If I didn’t think that writing is really important I would have stopped there. However, I learned from this mistake and got some help. There is plenty of advice and guidance out there on creating and grading writing—a Google search on “writing assignments for college math” turns up many excellent resources. As a general resource here is a collection from the MAA, and here are a bunch of wonderful ideas from Annalisa Crannell. There seems to be a little less material available for more advanced classes. So I thought I would share some of the writing prompts I used for my Intro to Proofs and Modern Algebra courses last semester.

Note that these were designed to be blog posts, complementary to but very different than the formal proofs that they wrote. I wanted these writing assignments to be informal and not research- or problem-based. Mostly I asked students to respond to something or explain something. This may not be what you are looking for, but it has been a useful tool for my courses. I should also mention (again) that whole idea of doing blogs in my math courses was inspired by reading this blog, and there are also some great prompts there. However, I originally used some of these as non-blog assignments in other courses and they went well. I created all of these prompts, but I do not claim that these are all my own brilliant ideas–some were inspired by colleagues or other sources. You can certainly blame me for the ones you don’t like, though. And of course, please share your good writing ideas and thoughts on these assignments in the comments!
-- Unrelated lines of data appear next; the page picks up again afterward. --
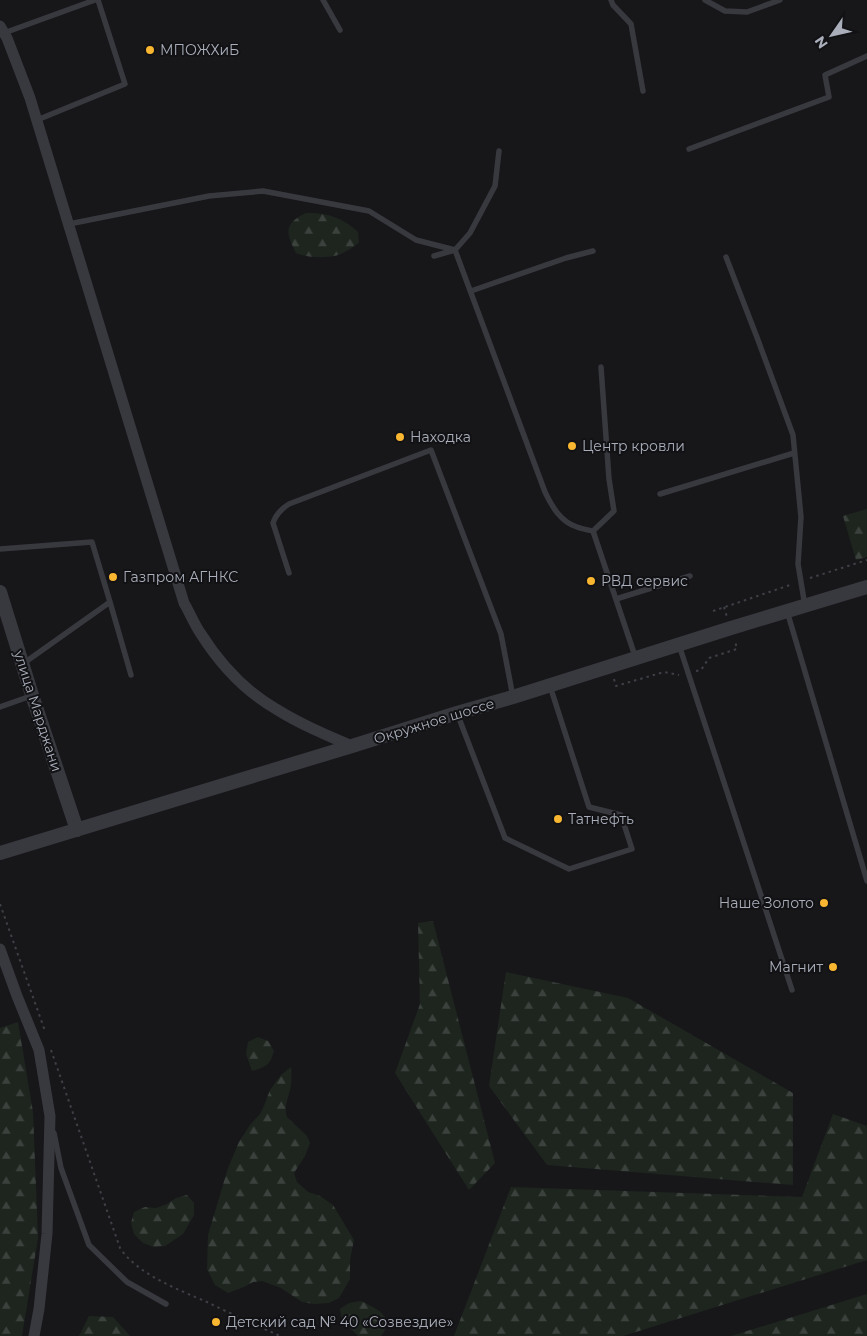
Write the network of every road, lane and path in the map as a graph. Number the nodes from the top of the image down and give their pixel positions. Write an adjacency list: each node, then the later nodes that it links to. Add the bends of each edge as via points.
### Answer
1 (96, 0): 6 (lane); 10 (lane, via 125,84)
2 (323, 0): 7 (lane)
3 (611, 0): 9 (lane, via 631,24)
4 (704, 0): 5 (lane, via 726,11 747,12)
5 (780, 0)
6 (2, 29): 10 (street)
7 (340, 30)
8 (867, 56): 11 (lane, via 825,75 828,96)
9 (643, 92)
10 (37, 120): 13 (street)
11 (689, 149)
12 (499, 151): 14 (lane, via 495,186 470,233)
13 (69, 224): 14 (lane, via 209,196 263,191 369,211 416,240); 44 (street, via 184,603 200,633 220,661 244,685 276,709)
14 (455, 250): 16 (lane); 18 (lane)
15 (593, 251): 18 (lane)
16 (434, 256)
17 (726, 257): 20 (lane, via 793,434)
18 (471, 291): 22 (lane, via 551,505 567,522)
19 (600, 367): 22 (lane, via 614,511)
20 (794, 453): 21 (lane); 27 (lane)
21 (660, 494)
22 (593, 531): 30 (lane)
23 (0, 549): 31 (lane, via 92,542)
24 (867, 560): 27 (path)
25 (289, 573): 41 (lane, via 273,523 283,508 431,450 501,634)
26 (690, 576): 30 (lane)
27 (801, 581): 32 (lane); 33 (path)
28 (867, 587): 32 (street, Окружное шоссе)
29 (0, 592): 37 (street, улица Марджани)
30 (616, 598): 36 (lane)
31 (110, 602): 37 (lane); 38 (lane)
32 (805, 606): 34 (street, Окружное шоссе)
33 (713, 611)
34 (787, 611): 35 (street, Окружное шоссе); 47 (lane)
35 (679, 645): 36 (street, Окружное шоссе); 50 (lane)
36 (636, 659): 39 (street, Окружное шоссе)
37 (22, 664): 40 (street, улица Марджани)
38 (131, 674)
39 (550, 686): 41 (street, Окружное шоссе); 43 (lane, via 589,807 621,815 632,849 570,869 505,838)
40 (32, 696): 42 (lane); 45 (street, улица Марджани)
41 (513, 697): 43 (street, Окружное шоссе)
42 (0, 707)
43 (458, 713): 44 (street, Окружное шоссе)
44 (352, 746): 45 (street, Окружное шоссе)
45 (77, 830): 46 (street, Окружное шоссе)
46 (0, 853)
47 (867, 881)
48 (0, 904): 51 (path)
49 (0, 949): 53 (street, via 39,1050)
50 (792, 990)
51 (46, 1034)
52 (49, 1043): 56 (path, via 124,1254 136,1266 169,1285)
53 (50, 1116): 54 (lane, via 61,1168 89,1245 128,1282); 55 (street, via 47,1234)
54 (166, 1304)
55 (34, 1336)
56 (280, 1336)

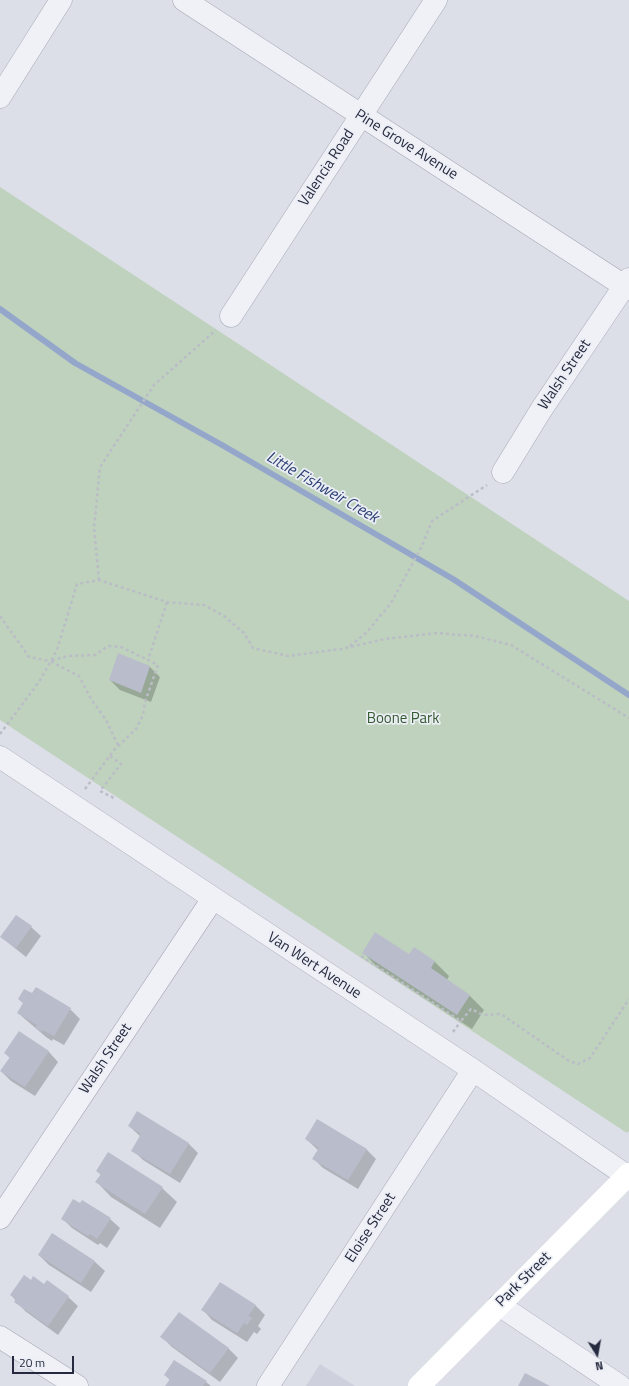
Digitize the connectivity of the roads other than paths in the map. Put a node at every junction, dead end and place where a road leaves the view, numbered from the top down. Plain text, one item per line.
1 (61, 0) edge
2 (184, 0) edge
3 (436, 0) edge
4 (0, 96) edge
5 (361, 116) junction
6 (627, 285) edge
7 (231, 316) road end
8 (503, 472) road end
9 (0, 757) edge
10 (212, 900) junction
11 (473, 1070) junction
12 (628, 1175) edge
13 (0, 1218) edge
14 (498, 1306) junction
15 (0, 1337) edge
16 (77, 1386) edge
17 (268, 1386) edge
18 (419, 1386) edge
19 (620, 1386) edge

1 - 4 street
2 - 5 street, Pine Grove Avenue
3 - 5 street, Valencia Road
5 - 6 street, Pine Grove Avenue
5 - 7 street, Valencia Road
6 - 8 street, Walsh Street
9 - 10 street, Van Wert Avenue
10 - 11 street, Van Wert Avenue
10 - 13 street, Walsh Street
11 - 12 street, Van Wert Avenue
11 - 17 street, Eloise Street
12 - 14 street, Park Street
14 - 18 street, Park Street
14 - 19 street
15 - 16 street

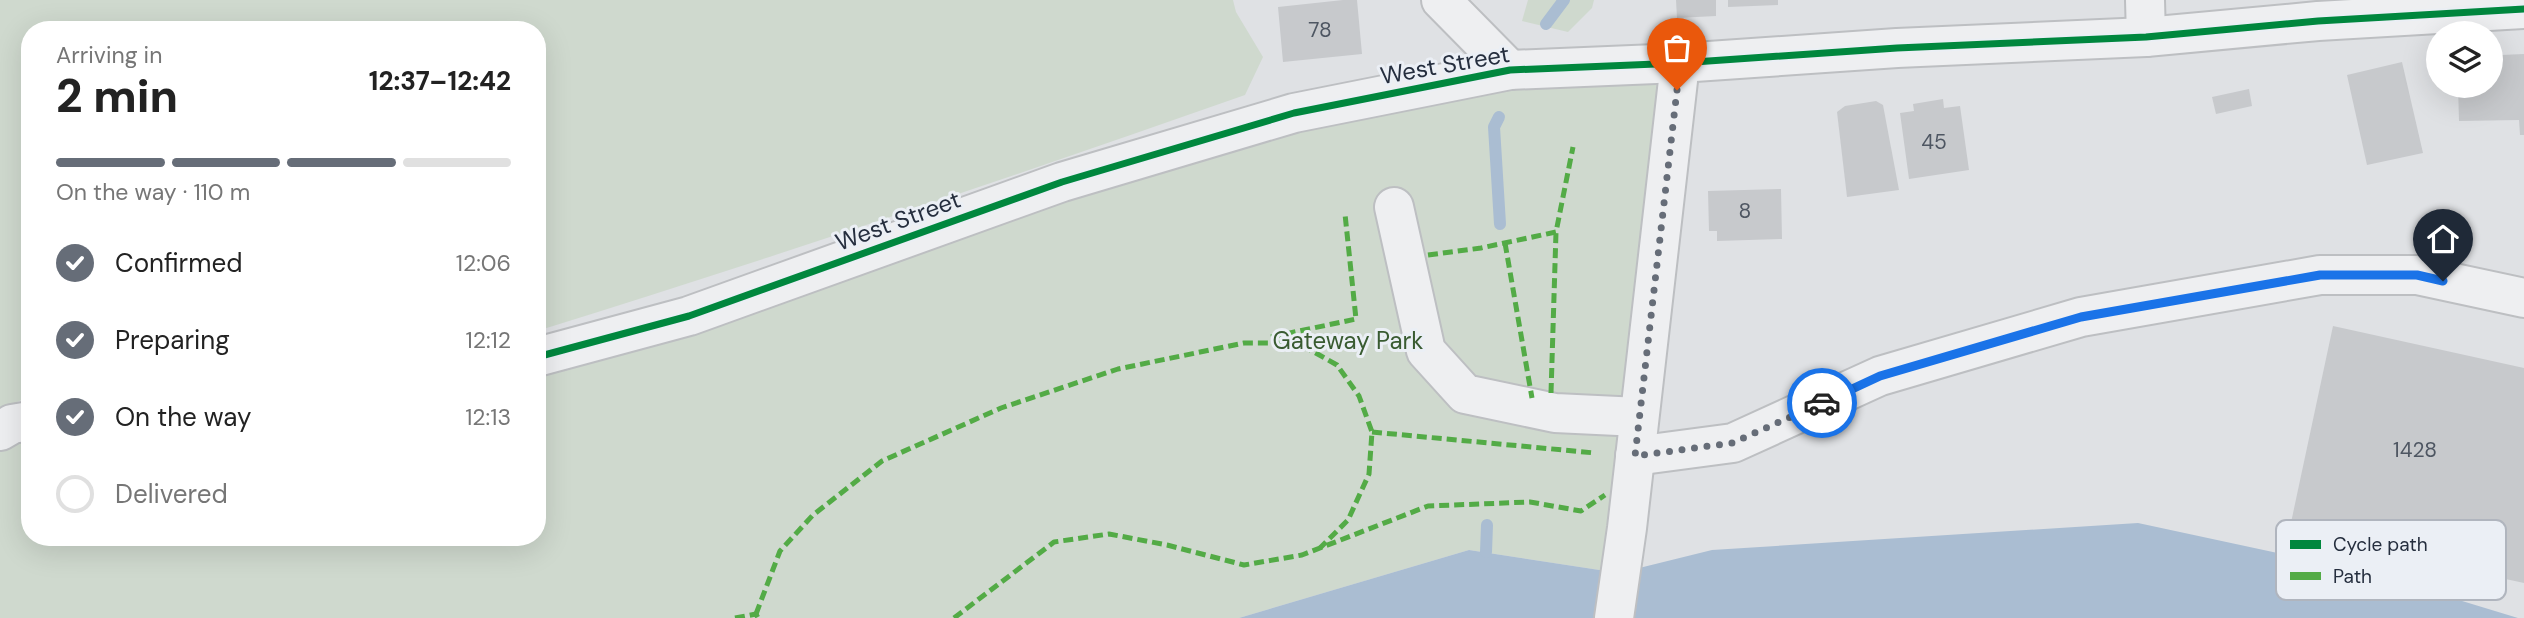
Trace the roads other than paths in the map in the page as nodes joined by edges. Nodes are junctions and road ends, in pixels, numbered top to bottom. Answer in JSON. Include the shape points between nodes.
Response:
{"nodes":[{"id":1,"x":1441,"y":0,"type":"edge"},
{"id":2,"x":2524,"y":9,"type":"edge"},
{"id":3,"x":2145,"y":18,"type":"edge"},
{"id":4,"x":1680,"y":63,"type":"junction"},
{"id":5,"x":1510,"y":71,"type":"junction"},
{"id":6,"x":1394,"y":207,"type":"dead end"},
{"id":7,"x":2524,"y":298,"type":"edge"},
{"id":8,"x":546,"y":355,"type":"edge"},
{"id":9,"x":1639,"y":416,"type":"junction"},
{"id":10,"x":21,"y":422,"type":"edge"},
{"id":11,"x":0,"y":431,"type":"edge"},
{"id":12,"x":1635,"y":456,"type":"junction"},
{"id":13,"x":1614,"y":618,"type":"edge"}],
"edges":[{"from":1,"to":5,"type":"street"},
{"from":2,"to":3,"type":"street","name":"West Street","via":[[2318,21]]},
{"from":3,"to":4,"type":"street","name":"West Street","via":[[1897,48]]},
{"from":4,"to":5,"type":"street","name":"West Street"},
{"from":4,"to":9,"type":"street"},
{"from":5,"to":8,"type":"street","name":"West Street","via":[[1294,113],[1062,182],[689,316]]},
{"from":6,"to":9,"type":"street","via":[[1426,351],[1465,394],[1555,413]]},
{"from":7,"to":12,"type":"street","via":[[2417,275],[2320,275],[2081,317],[1880,376],[1732,443]]},
{"from":9,"to":12,"type":"street"},
{"from":10,"to":11,"type":"street"},
{"from":12,"to":13,"type":"street"}]}
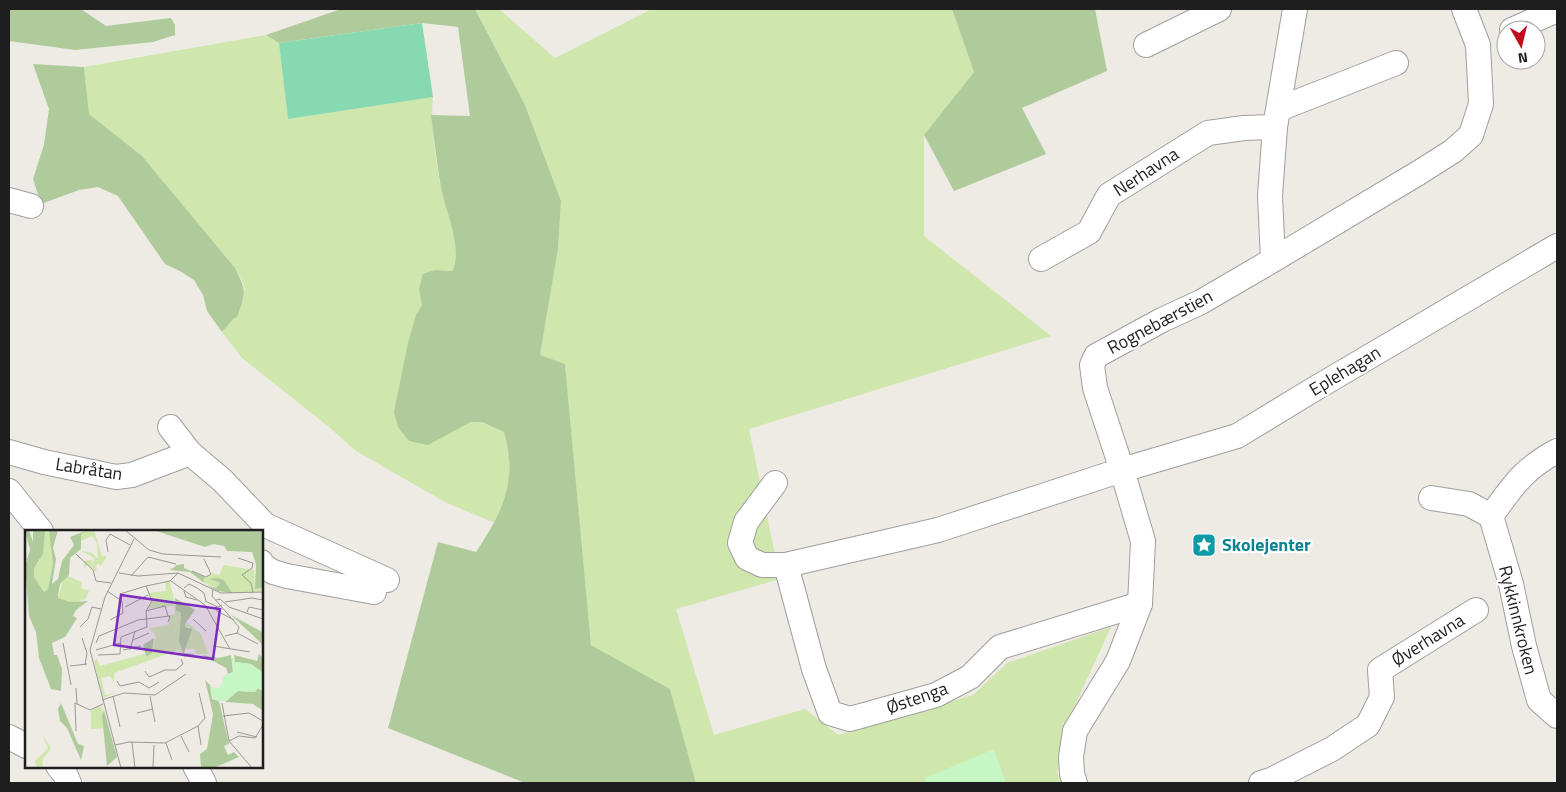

For both classes, these first two prompts were always allowed:

1) Explain some idea from the class up to this point in language that a non-mathematician could understand. You could pretend that you are talking to your grandmother or your art-major roommate. Make your explanation as intuitive and non-technical as possible, while bringing across something actually cool about the idea.

2) Write about anything you found especially interesting or puzzling about the material or course so far. Your classmates are your audience here–you can assume that your audience has a similar mathematical background to yours.

3) This was a popular and useful first week assignment:

Imagine that you are a famous mathematician and have written an autobiography. Write a 200-500 word excerpt from this book, focusing on some aspect of your mathematical life up to this point. Your audience is a general reader, at least somewhat interested in math but who may not have taken calculus.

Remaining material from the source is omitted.